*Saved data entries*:
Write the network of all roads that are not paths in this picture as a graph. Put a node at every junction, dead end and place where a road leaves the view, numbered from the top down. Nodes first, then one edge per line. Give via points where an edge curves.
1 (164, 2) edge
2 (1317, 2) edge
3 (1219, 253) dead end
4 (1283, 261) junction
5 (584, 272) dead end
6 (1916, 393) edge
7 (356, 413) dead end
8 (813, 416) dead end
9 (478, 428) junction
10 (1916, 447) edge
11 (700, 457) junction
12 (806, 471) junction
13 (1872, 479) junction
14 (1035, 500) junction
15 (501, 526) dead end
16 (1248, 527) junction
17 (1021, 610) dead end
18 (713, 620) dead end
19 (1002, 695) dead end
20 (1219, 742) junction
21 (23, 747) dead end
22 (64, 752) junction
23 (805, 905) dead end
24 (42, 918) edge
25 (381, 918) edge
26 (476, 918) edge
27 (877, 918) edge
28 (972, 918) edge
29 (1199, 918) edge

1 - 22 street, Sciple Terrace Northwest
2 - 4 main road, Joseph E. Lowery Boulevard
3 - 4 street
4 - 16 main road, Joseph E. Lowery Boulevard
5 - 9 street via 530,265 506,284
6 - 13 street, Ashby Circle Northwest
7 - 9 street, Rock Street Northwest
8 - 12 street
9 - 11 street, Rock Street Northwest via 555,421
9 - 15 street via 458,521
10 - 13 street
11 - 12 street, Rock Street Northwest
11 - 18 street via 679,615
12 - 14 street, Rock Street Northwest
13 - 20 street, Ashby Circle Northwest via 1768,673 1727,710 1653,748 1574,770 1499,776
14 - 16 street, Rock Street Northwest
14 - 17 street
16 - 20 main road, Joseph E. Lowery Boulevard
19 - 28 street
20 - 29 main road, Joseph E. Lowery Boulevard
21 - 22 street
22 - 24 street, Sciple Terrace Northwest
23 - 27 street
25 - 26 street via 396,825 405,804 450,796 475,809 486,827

*Exercise instructions*: Write out each entry again, word for word.

*Solved exercise*:
Write the network of all roads that are not paths in this picture as a graph. Put a node at every junction, dead end and place where a road leaves the view, numbered from the top down. Nodes first, then one edge per line. Give via points where an edge curves.
1 (164, 2) edge
2 (1317, 2) edge
3 (1219, 253) dead end
4 (1283, 261) junction
5 (584, 272) dead end
6 (1916, 393) edge
7 (356, 413) dead end
8 (813, 416) dead end
9 (478, 428) junction
10 (1916, 447) edge
11 (700, 457) junction
12 (806, 471) junction
13 (1872, 479) junction
14 (1035, 500) junction
15 (501, 526) dead end
16 (1248, 527) junction
17 (1021, 610) dead end
18 (713, 620) dead end
19 (1002, 695) dead end
20 (1219, 742) junction
21 (23, 747) dead end
22 (64, 752) junction
23 (805, 905) dead end
24 (42, 918) edge
25 (381, 918) edge
26 (476, 918) edge
27 (877, 918) edge
28 (972, 918) edge
29 (1199, 918) edge

1 - 22 street, Sciple Terrace Northwest
2 - 4 main road, Joseph E. Lowery Boulevard
3 - 4 street
4 - 16 main road, Joseph E. Lowery Boulevard
5 - 9 street via 530,265 506,284
6 - 13 street, Ashby Circle Northwest
7 - 9 street, Rock Street Northwest
8 - 12 street
9 - 11 street, Rock Street Northwest via 555,421
9 - 15 street via 458,521
10 - 13 street
11 - 12 street, Rock Street Northwest
11 - 18 street via 679,615
12 - 14 street, Rock Street Northwest
13 - 20 street, Ashby Circle Northwest via 1768,673 1727,710 1653,748 1574,770 1499,776
14 - 16 street, Rock Street Northwest
14 - 17 street
16 - 20 main road, Joseph E. Lowery Boulevard
19 - 28 street
20 - 29 main road, Joseph E. Lowery Boulevard
21 - 22 street
22 - 24 street, Sciple Terrace Northwest
23 - 27 street
25 - 26 street via 396,825 405,804 450,796 475,809 486,827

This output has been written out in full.